___ Task inputs

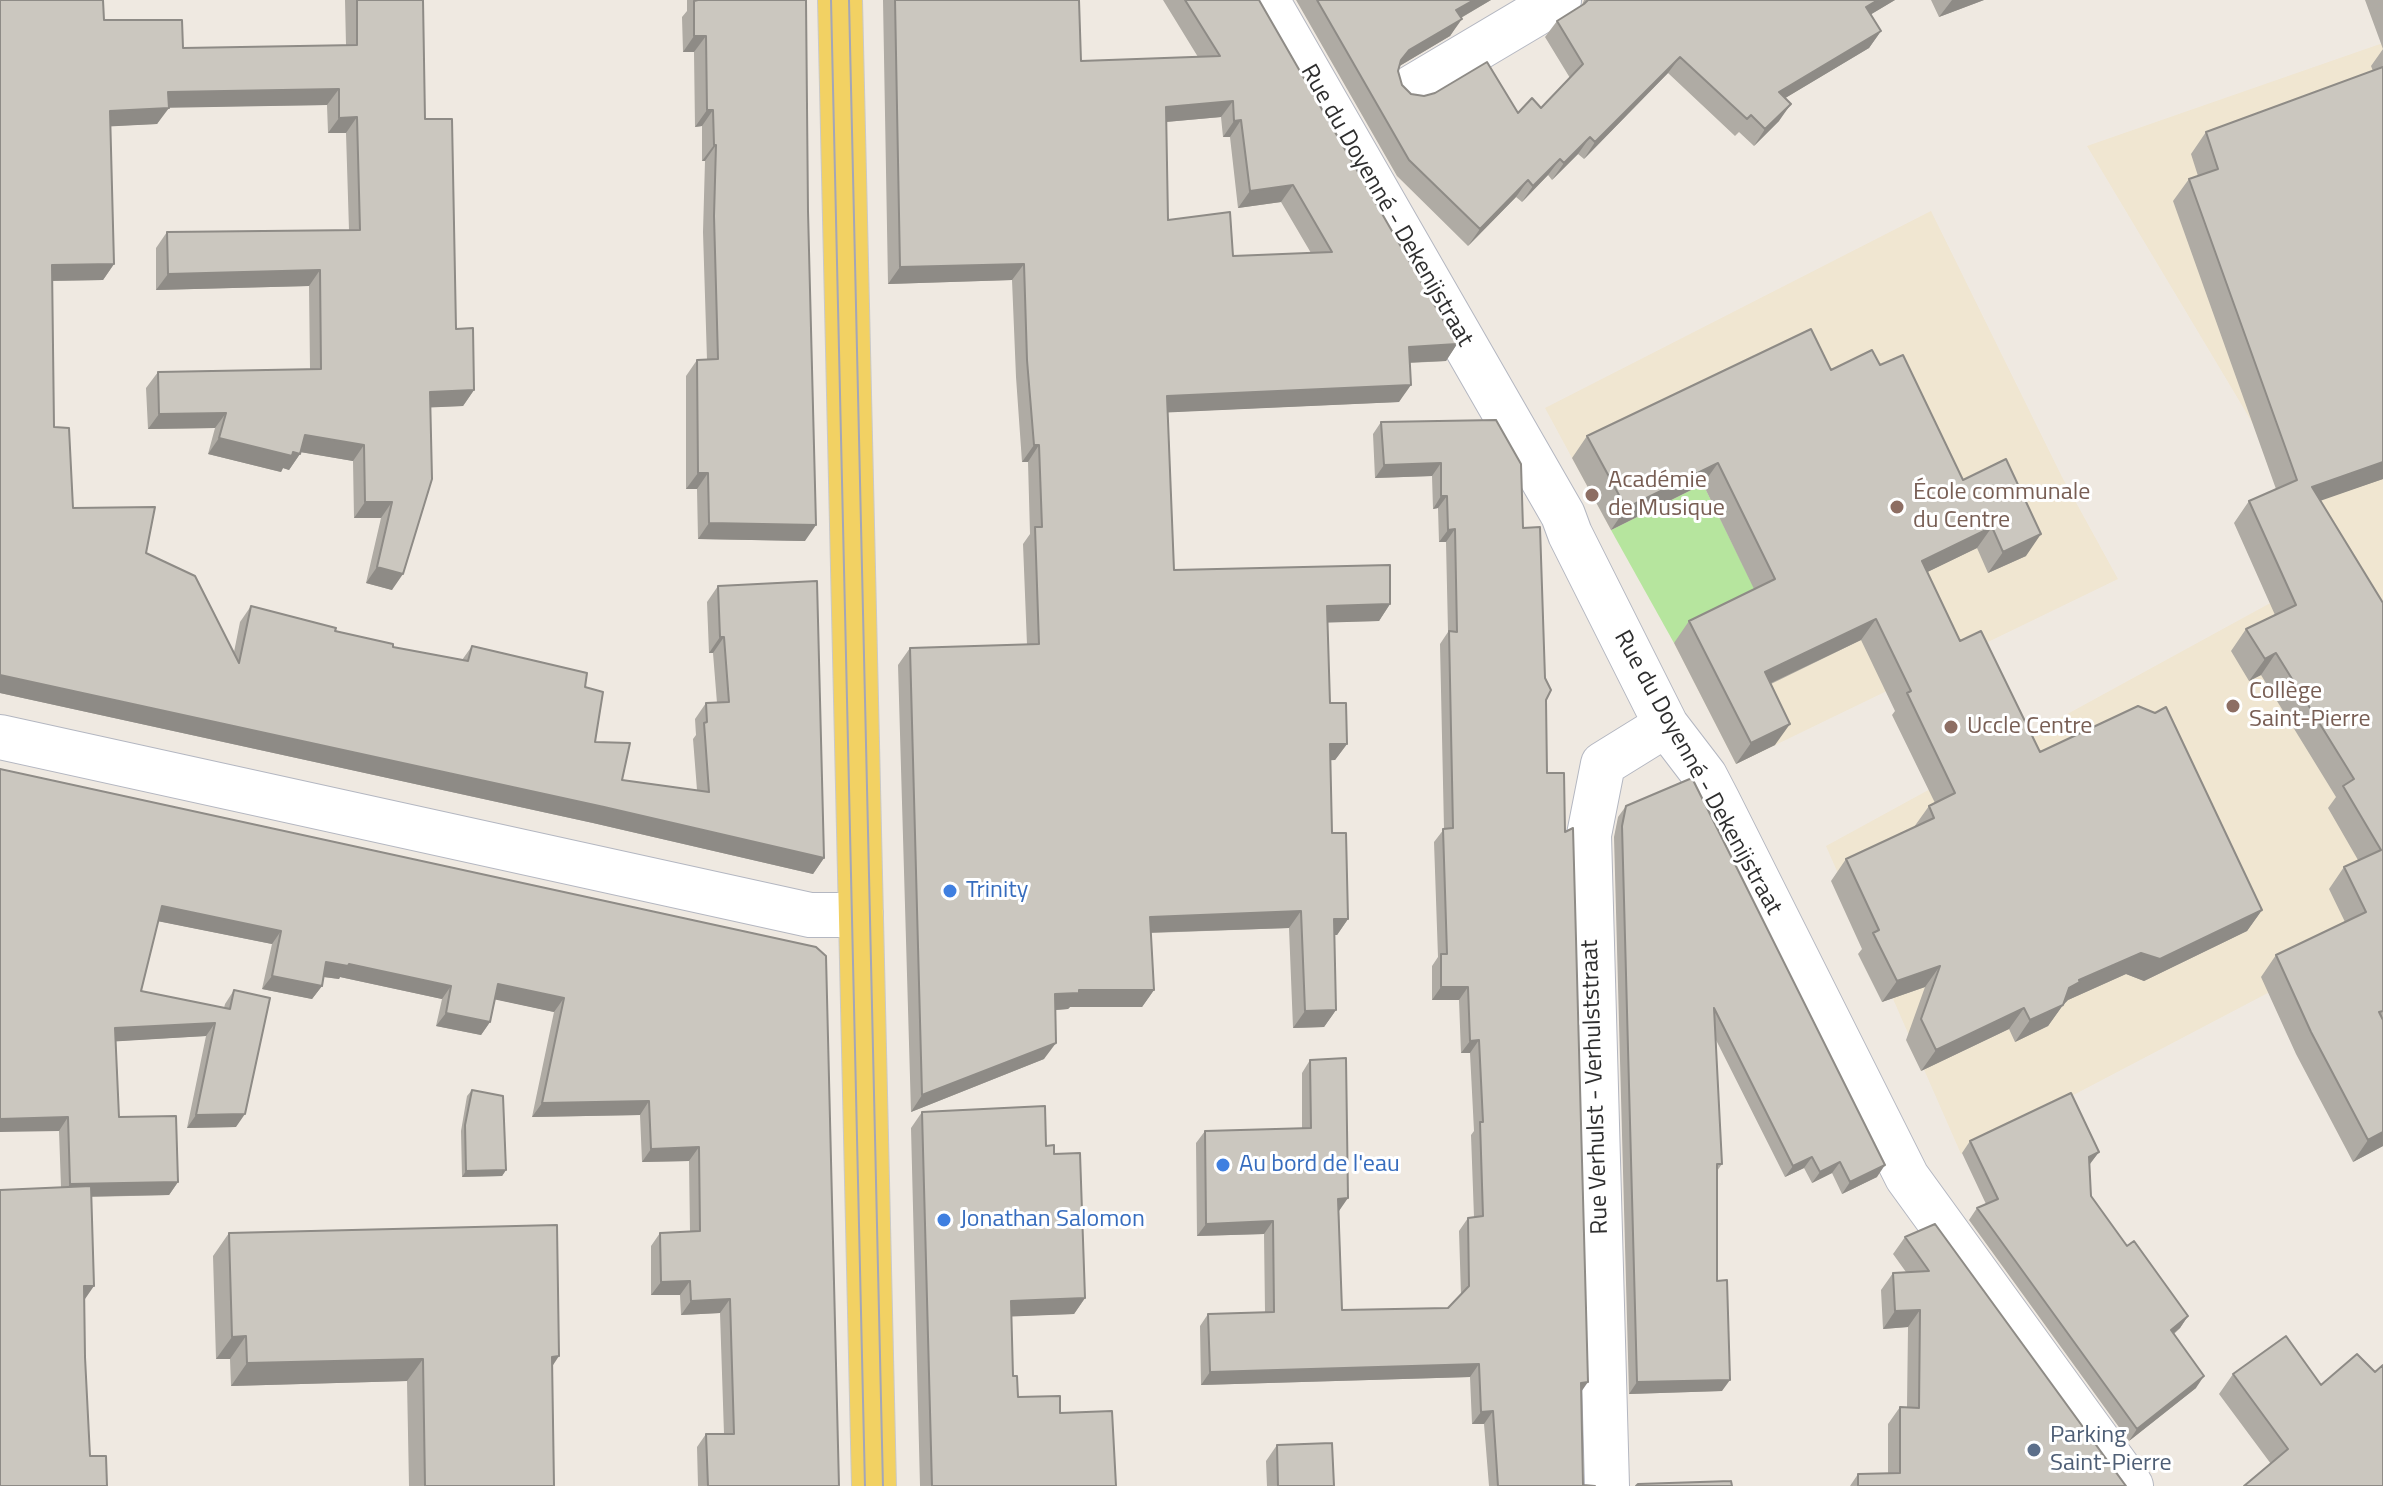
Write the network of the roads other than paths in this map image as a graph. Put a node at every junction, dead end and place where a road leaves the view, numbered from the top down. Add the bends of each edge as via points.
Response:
1 (840, 0) edge
2 (1267, 0) edge
3 (1559, 0) edge
4 (1411, 88) dead end
5 (1666, 725) junction
6 (0, 737) edge
7 (861, 915) junction
8 (874, 1486) edge
9 (1607, 1486) edge
10 (2131, 1486) edge

1 - 7 main road
2 - 5 street, Rue du Doyenné - Dekenijstraat via 1356,119
3 - 4 street
5 - 9 street, Rue Verhulst - Verhulststraat via 1603,764 1589,835
5 - 10 street, Rue du Doyenné - Dekenijstraat via 1705,776 1907,1177
6 - 7 street via 810,915
7 - 8 main road

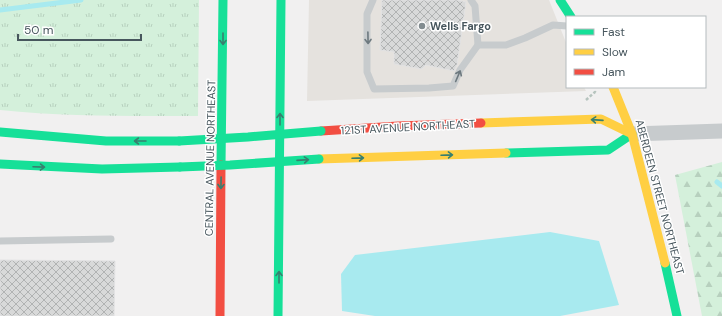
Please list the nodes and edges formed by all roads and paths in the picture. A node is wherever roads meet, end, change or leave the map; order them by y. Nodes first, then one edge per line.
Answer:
1 (224, 0) edge
2 (281, 0) edge
3 (367, 0) edge
4 (373, 0) edge
5 (471, 0) edge
6 (560, 0) edge
7 (367, 14) junction
8 (570, 16) edge
9 (566, 26) edge
10 (478, 45) junction
11 (613, 88) edge
12 (722, 131) edge
13 (0, 132) edge
14 (632, 134) junction
15 (0, 164) edge
16 (111, 239) dead end
17 (0, 241) edge
18 (220, 316) edge
19 (278, 316) edge
20 (677, 316) edge

1 -> 18 main road, CENTRAL AVENUE NORTHEAST
19 -> 2 main road
3 - 7 lane
4 - 7 lane
5 - 10 lane
6 - 8 main road
7 -> 10 lane
9 - 10 lane
11 - 14 main road, ABERDEEN STREET NORTHEAST
12 - 14 street, 121ST AVENUE NORTHEAST
14 -> 13 main road, 121ST AVENUE NORTHEAST, bridge
15 -> 14 main road, bridge
14 - 20 main road, ABERDEEN STREET NORTHEAST
16 - 17 lane

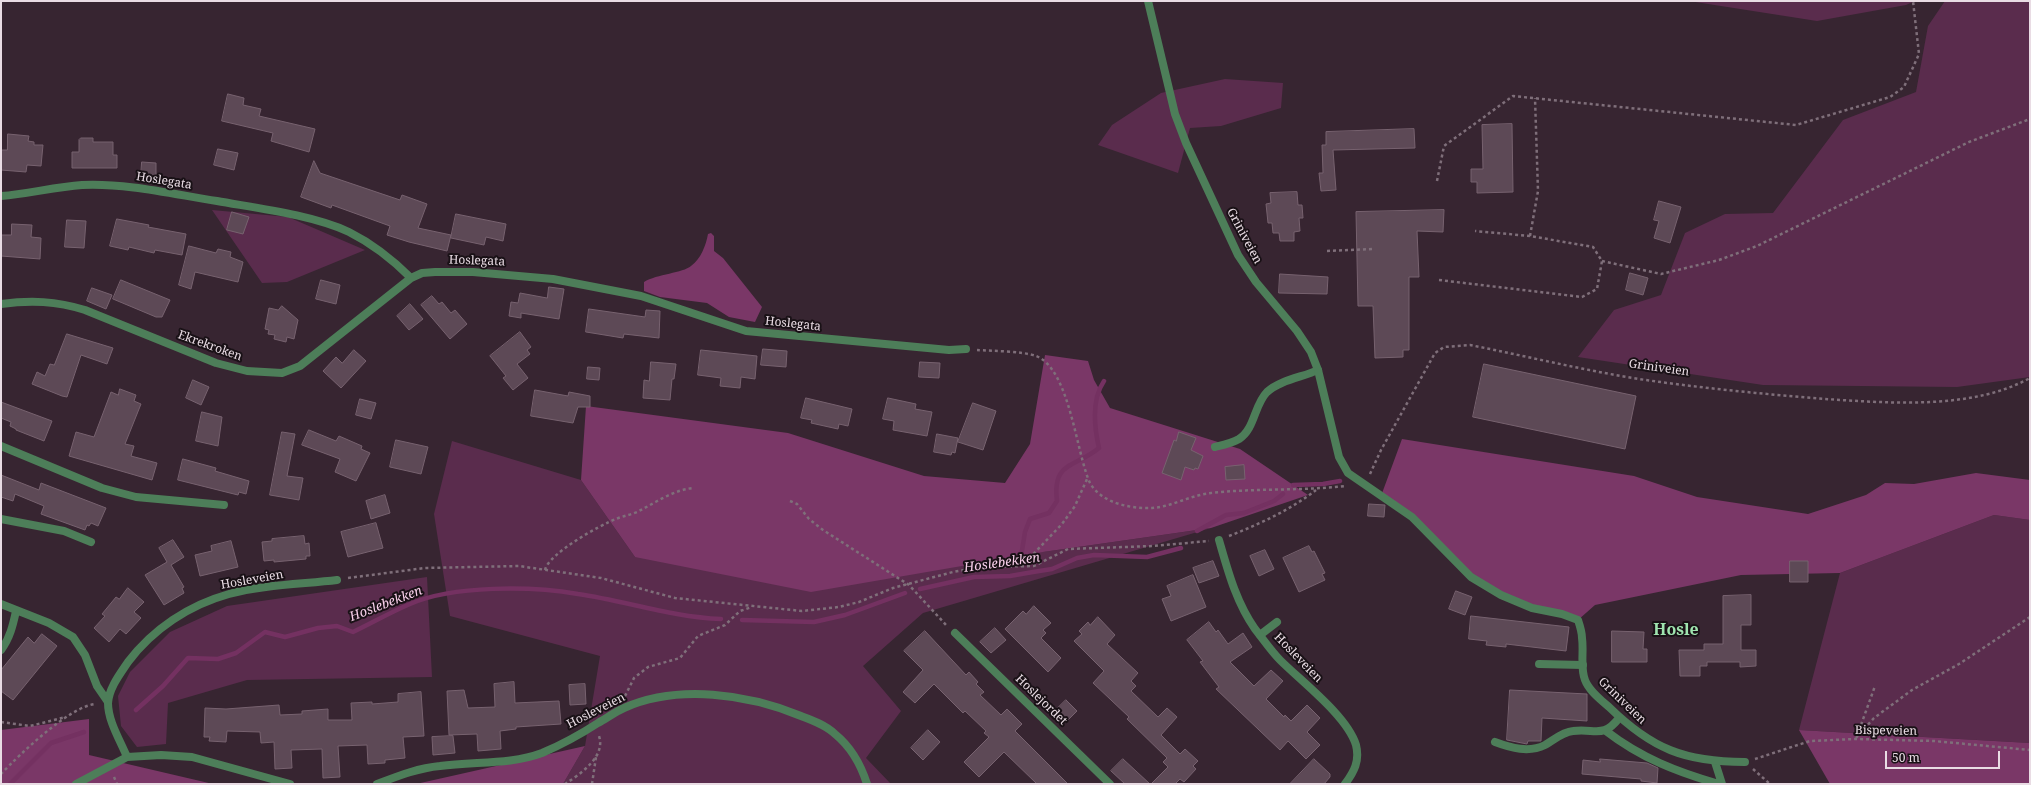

______

→ Prompt
All of the entries above must be reproduced exactly, and no image may be included.

→ Output for this task
Write the network of the roads other than paths in this map image as a graph. Put a node at every junction, dead end and place where a road leaves the view, numbered from the top down. Add the bends of each edge as via points.
Response:
1 (840, 0) edge
2 (1267, 0) edge
3 (1559, 0) edge
4 (1411, 88) dead end
5 (1666, 725) junction
6 (0, 737) edge
7 (861, 915) junction
8 (874, 1486) edge
9 (1607, 1486) edge
10 (2131, 1486) edge

1 - 7 main road
2 - 5 street, Rue du Doyenné - Dekenijstraat via 1356,119
3 - 4 street
5 - 9 street, Rue Verhulst - Verhulststraat via 1603,764 1589,835
5 - 10 street, Rue du Doyenné - Dekenijstraat via 1705,776 1907,1177
6 - 7 street via 810,915
7 - 8 main road

Please list the nodes and edges formed by all roads and paths in the picture. A node is wherever roads meet, end, change or leave the map; order them by y. Nodes first, then one edge per line.
Answer:
1 (224, 0) edge
2 (281, 0) edge
3 (367, 0) edge
4 (373, 0) edge
5 (471, 0) edge
6 (560, 0) edge
7 (367, 14) junction
8 (570, 16) edge
9 (566, 26) edge
10 (478, 45) junction
11 (613, 88) edge
12 (722, 131) edge
13 (0, 132) edge
14 (632, 134) junction
15 (0, 164) edge
16 (111, 239) dead end
17 (0, 241) edge
18 (220, 316) edge
19 (278, 316) edge
20 (677, 316) edge

1 -> 18 main road, CENTRAL AVENUE NORTHEAST
19 -> 2 main road
3 - 7 lane
4 - 7 lane
5 - 10 lane
6 - 8 main road
7 -> 10 lane
9 - 10 lane
11 - 14 main road, ABERDEEN STREET NORTHEAST
12 - 14 street, 121ST AVENUE NORTHEAST
14 -> 13 main road, 121ST AVENUE NORTHEAST, bridge
15 -> 14 main road, bridge
14 - 20 main road, ABERDEEN STREET NORTHEAST
16 - 17 lane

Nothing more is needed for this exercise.